=== Records shown ===

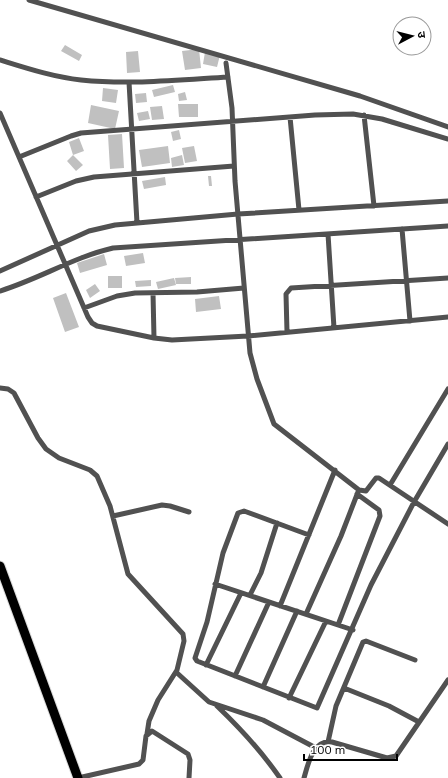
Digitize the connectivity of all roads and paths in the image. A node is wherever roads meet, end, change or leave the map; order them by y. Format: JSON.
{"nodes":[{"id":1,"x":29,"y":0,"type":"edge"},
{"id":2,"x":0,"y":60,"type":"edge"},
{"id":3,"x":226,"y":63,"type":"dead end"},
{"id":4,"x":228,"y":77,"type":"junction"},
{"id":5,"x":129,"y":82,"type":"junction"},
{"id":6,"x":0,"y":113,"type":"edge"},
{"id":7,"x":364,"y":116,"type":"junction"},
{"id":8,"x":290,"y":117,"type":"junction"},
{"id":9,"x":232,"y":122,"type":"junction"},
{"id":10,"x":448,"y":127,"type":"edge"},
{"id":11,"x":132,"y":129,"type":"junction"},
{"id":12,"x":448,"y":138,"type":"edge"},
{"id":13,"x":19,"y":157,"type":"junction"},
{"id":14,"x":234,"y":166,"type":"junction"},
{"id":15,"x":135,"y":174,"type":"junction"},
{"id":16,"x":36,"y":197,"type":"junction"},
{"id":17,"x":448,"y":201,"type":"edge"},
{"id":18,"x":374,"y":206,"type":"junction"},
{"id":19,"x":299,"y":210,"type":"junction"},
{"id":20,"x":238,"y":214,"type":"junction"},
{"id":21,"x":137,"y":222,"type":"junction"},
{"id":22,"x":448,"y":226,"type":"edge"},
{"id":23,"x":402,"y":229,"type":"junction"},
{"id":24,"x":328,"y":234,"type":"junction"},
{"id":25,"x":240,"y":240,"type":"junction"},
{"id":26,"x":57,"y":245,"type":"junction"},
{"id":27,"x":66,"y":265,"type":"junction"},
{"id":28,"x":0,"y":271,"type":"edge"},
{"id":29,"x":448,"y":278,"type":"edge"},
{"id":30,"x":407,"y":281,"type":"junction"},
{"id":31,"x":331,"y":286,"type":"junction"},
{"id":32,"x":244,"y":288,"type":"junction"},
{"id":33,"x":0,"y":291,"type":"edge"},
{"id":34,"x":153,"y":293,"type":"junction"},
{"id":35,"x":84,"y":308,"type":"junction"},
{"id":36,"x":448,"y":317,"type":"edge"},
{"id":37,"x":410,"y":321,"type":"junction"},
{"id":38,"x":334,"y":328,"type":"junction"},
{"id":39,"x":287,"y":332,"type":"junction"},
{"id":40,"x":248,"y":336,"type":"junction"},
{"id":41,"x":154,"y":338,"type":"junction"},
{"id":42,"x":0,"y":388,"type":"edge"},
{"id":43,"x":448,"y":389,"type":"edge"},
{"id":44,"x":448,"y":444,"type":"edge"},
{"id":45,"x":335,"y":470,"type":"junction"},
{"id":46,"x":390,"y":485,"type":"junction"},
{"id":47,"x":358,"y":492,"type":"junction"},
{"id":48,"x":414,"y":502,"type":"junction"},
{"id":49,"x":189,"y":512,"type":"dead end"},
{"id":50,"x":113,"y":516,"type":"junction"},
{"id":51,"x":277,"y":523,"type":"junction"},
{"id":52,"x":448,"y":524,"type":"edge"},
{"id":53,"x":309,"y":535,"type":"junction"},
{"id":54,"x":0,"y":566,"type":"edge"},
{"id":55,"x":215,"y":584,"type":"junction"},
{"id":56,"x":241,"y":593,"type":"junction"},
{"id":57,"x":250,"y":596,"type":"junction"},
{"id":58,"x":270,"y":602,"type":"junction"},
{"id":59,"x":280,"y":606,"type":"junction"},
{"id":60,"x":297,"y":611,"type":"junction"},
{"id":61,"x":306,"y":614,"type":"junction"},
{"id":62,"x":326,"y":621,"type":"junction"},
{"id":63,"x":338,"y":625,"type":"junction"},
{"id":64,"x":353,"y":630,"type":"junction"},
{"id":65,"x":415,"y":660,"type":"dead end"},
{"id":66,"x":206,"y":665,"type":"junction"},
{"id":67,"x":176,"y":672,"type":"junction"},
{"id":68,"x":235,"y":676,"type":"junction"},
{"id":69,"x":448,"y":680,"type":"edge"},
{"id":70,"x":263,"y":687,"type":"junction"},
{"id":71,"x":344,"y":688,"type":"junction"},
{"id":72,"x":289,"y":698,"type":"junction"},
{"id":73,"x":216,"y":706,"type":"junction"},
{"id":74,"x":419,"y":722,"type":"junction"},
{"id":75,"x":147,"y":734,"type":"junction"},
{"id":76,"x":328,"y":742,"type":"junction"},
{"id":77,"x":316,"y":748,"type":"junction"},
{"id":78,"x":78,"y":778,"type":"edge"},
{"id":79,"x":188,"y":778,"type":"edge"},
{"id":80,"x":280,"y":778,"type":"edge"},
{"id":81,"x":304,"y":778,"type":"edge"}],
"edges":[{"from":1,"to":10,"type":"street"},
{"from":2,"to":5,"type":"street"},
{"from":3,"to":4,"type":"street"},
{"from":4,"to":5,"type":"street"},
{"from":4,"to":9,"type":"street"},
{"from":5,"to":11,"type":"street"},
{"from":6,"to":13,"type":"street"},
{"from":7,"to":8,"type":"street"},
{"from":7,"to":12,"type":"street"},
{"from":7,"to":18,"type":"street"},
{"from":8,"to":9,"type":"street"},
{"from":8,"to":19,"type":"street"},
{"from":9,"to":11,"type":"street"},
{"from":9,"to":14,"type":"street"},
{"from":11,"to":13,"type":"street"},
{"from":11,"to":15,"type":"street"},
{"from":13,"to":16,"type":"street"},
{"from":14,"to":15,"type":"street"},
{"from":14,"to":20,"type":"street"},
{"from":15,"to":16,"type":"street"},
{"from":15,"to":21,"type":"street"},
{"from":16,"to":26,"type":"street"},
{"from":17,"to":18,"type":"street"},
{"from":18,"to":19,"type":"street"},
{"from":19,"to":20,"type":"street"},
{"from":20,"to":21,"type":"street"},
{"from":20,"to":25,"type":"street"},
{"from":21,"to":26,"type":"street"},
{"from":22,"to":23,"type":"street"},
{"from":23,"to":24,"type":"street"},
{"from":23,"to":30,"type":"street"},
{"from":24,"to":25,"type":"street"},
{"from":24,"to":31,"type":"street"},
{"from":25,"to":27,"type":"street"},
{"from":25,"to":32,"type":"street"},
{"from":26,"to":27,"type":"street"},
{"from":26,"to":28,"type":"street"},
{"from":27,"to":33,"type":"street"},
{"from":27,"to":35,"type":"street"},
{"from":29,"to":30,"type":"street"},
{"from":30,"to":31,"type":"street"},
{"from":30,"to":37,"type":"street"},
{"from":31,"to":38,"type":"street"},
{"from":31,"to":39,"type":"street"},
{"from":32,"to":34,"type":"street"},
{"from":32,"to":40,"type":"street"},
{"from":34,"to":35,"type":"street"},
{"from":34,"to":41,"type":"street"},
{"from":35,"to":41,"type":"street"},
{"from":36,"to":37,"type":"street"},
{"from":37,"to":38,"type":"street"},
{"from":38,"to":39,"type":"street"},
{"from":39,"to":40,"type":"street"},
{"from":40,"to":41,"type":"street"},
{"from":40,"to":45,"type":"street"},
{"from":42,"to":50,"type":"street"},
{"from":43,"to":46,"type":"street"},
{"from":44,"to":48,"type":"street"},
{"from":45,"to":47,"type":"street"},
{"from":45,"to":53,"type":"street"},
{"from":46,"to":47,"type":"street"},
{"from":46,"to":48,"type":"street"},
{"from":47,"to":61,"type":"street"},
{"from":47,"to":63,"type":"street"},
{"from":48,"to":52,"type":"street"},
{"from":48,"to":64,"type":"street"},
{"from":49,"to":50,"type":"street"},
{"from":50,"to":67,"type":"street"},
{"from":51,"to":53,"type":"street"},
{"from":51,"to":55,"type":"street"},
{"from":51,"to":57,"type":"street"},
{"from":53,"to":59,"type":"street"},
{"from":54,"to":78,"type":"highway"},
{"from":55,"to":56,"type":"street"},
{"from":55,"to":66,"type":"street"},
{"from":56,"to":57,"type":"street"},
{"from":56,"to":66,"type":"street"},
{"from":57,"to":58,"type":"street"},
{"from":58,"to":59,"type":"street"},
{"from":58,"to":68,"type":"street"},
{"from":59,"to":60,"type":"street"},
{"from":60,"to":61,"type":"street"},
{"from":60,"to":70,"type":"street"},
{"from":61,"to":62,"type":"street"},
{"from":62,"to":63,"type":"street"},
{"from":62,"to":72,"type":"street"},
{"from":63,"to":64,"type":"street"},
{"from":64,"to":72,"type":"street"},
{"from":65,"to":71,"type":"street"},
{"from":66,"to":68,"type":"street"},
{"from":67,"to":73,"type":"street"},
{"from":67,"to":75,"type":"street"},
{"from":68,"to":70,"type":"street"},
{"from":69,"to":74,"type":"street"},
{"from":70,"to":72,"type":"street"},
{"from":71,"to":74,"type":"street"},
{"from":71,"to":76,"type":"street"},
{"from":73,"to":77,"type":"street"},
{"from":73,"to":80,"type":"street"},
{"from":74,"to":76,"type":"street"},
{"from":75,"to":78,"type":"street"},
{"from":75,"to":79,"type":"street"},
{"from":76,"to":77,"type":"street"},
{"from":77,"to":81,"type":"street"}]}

===
=== Records shown ===

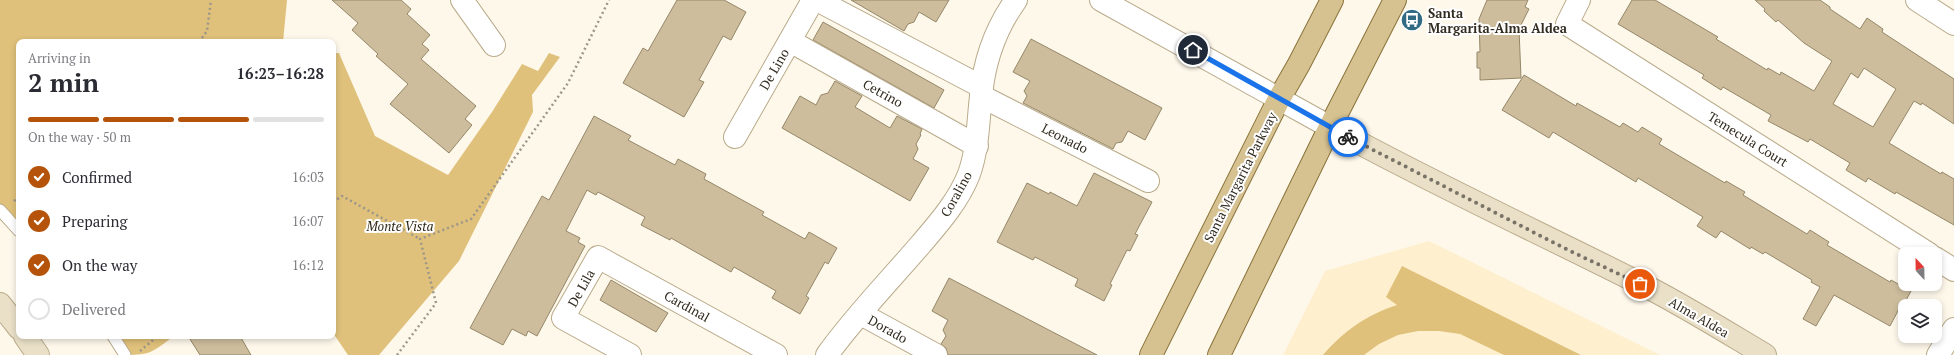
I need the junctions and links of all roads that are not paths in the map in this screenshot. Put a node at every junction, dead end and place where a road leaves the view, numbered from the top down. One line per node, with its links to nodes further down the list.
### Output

===
=== Records shown ===

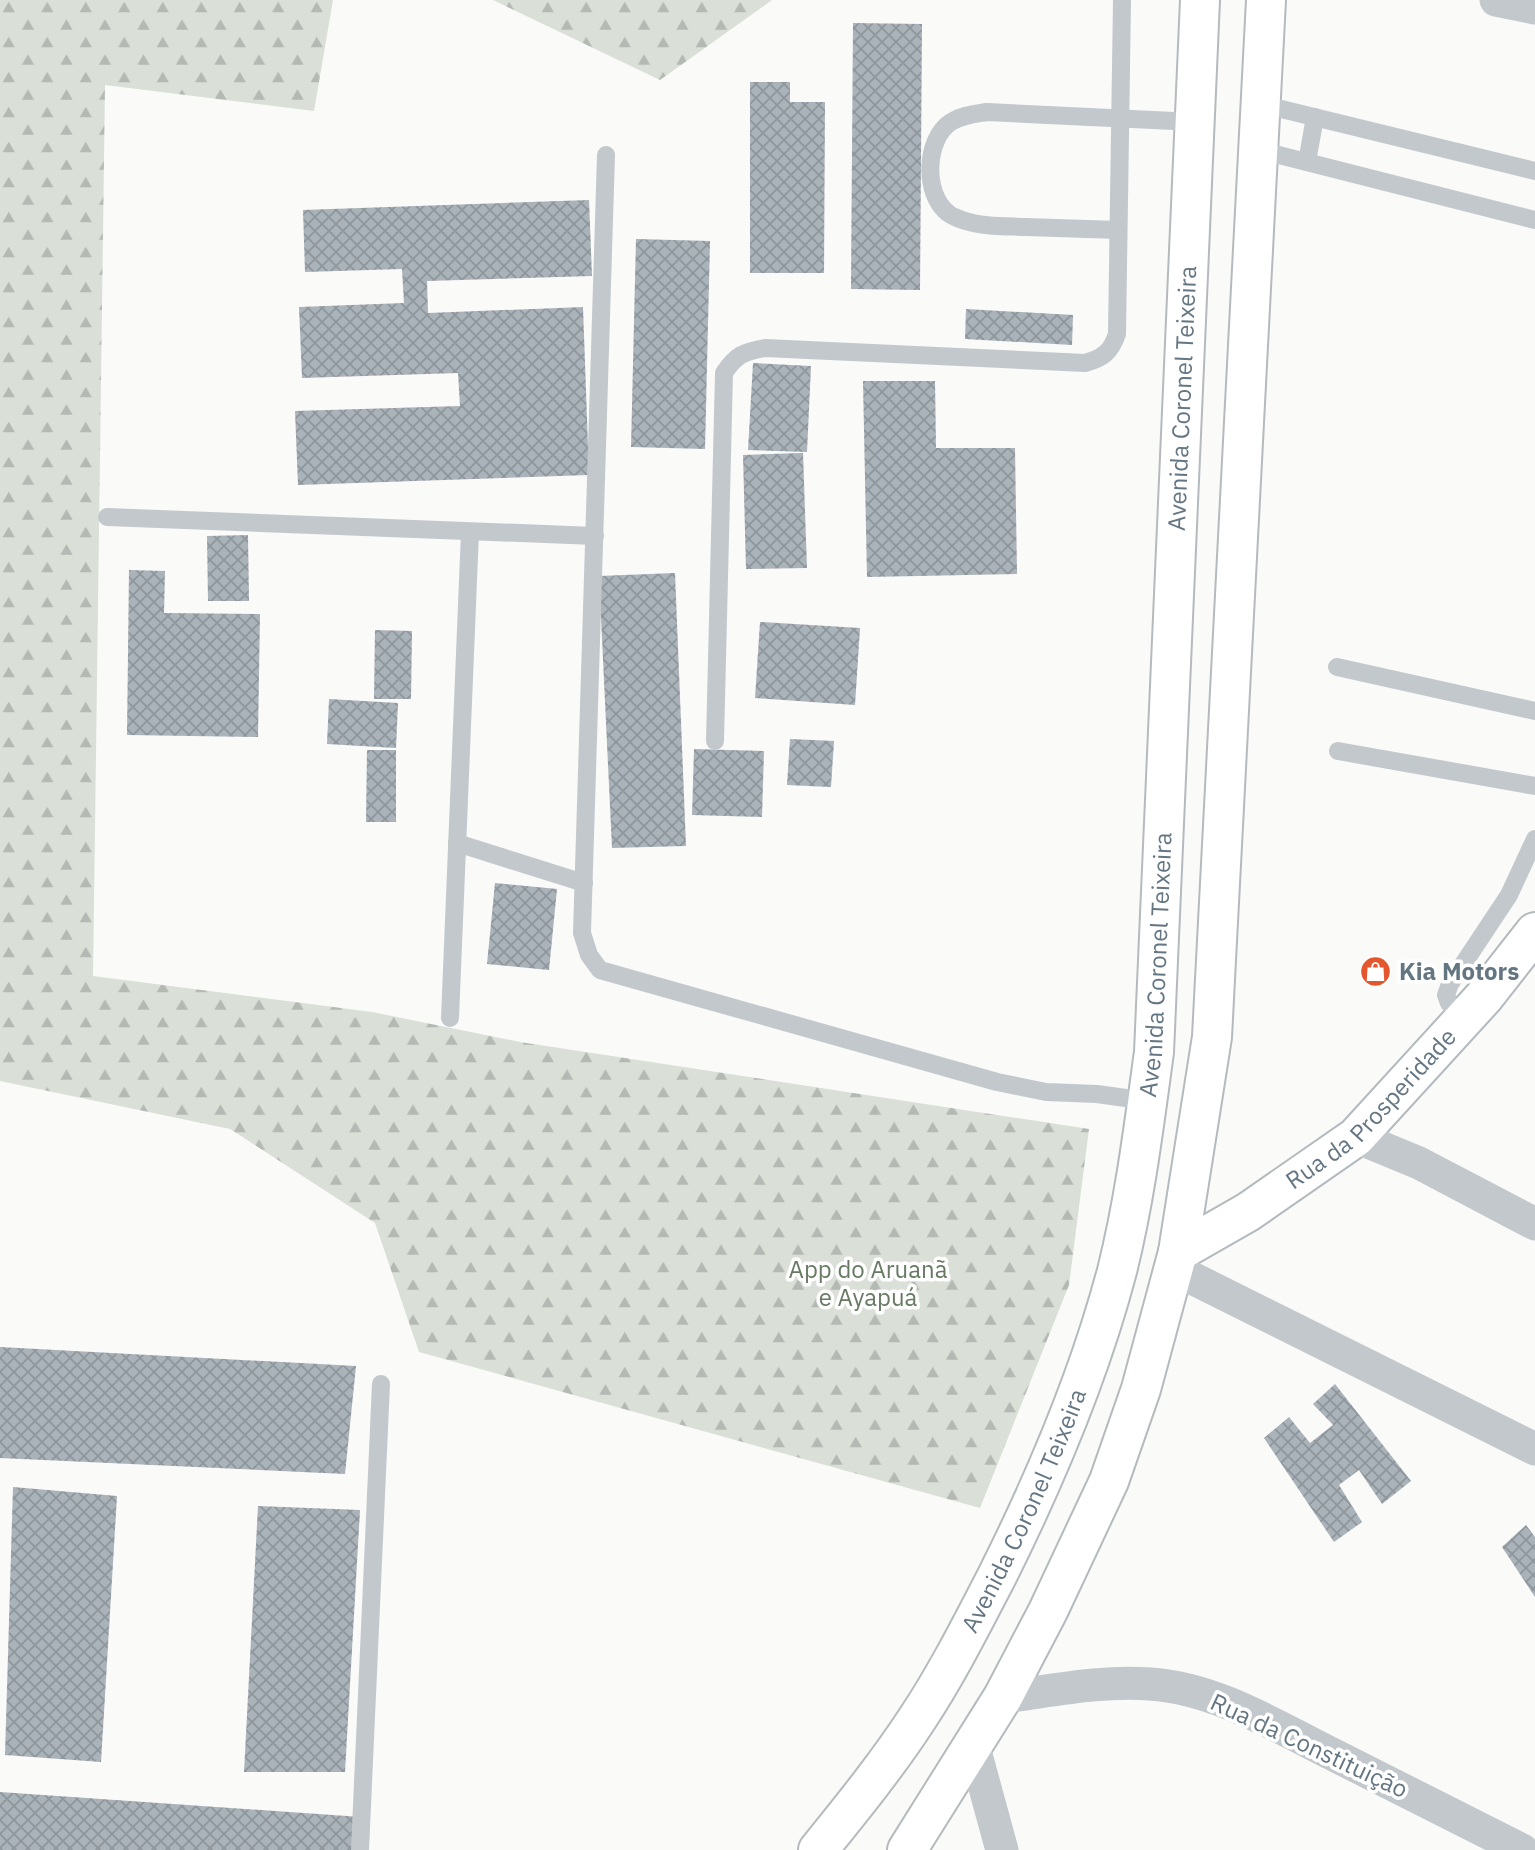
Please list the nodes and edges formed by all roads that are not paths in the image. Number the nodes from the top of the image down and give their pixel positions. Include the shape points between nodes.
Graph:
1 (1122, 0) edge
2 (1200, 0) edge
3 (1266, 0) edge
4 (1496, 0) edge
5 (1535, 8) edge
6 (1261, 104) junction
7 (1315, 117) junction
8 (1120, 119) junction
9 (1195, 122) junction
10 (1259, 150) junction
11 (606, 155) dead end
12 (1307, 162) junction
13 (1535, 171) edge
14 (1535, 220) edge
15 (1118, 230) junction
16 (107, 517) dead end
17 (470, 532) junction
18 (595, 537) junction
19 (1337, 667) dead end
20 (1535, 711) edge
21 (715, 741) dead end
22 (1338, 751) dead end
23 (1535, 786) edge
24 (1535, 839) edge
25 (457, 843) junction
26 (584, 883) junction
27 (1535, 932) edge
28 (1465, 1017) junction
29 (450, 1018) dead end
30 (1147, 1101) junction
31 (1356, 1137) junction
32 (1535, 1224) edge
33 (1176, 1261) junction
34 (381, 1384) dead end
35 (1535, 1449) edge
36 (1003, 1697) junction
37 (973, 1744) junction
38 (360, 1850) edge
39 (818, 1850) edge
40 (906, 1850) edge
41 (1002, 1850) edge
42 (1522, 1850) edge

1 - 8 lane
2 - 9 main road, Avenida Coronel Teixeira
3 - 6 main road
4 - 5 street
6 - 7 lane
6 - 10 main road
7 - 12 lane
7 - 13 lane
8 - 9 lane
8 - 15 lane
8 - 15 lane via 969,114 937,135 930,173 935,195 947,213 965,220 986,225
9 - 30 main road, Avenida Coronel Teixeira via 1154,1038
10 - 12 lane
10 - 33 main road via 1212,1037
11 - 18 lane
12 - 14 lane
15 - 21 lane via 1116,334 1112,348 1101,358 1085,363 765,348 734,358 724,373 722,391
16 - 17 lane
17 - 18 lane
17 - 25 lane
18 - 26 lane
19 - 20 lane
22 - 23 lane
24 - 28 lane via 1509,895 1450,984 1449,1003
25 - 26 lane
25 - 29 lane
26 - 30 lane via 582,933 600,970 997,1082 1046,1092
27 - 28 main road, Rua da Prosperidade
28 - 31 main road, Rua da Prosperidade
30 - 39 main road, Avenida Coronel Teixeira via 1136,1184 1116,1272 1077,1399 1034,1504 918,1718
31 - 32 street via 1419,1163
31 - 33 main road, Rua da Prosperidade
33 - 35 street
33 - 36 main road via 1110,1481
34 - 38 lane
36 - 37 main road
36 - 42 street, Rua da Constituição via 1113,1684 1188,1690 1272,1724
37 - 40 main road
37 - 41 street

===

Using the data above, show each line where "list" occurs.

I need the junctions and links of all roads that are not paths in the map in this screenshot. Put a node at every junction, dead end and place where a road leaves the view, numbered from the top down. One line per node, with its links to nodes further down the list.
Please list the nodes and edges formed by all roads that are not paths in the image. Number the nodes from the top of the image down and give their pixel positions. Include the shape points between nodes.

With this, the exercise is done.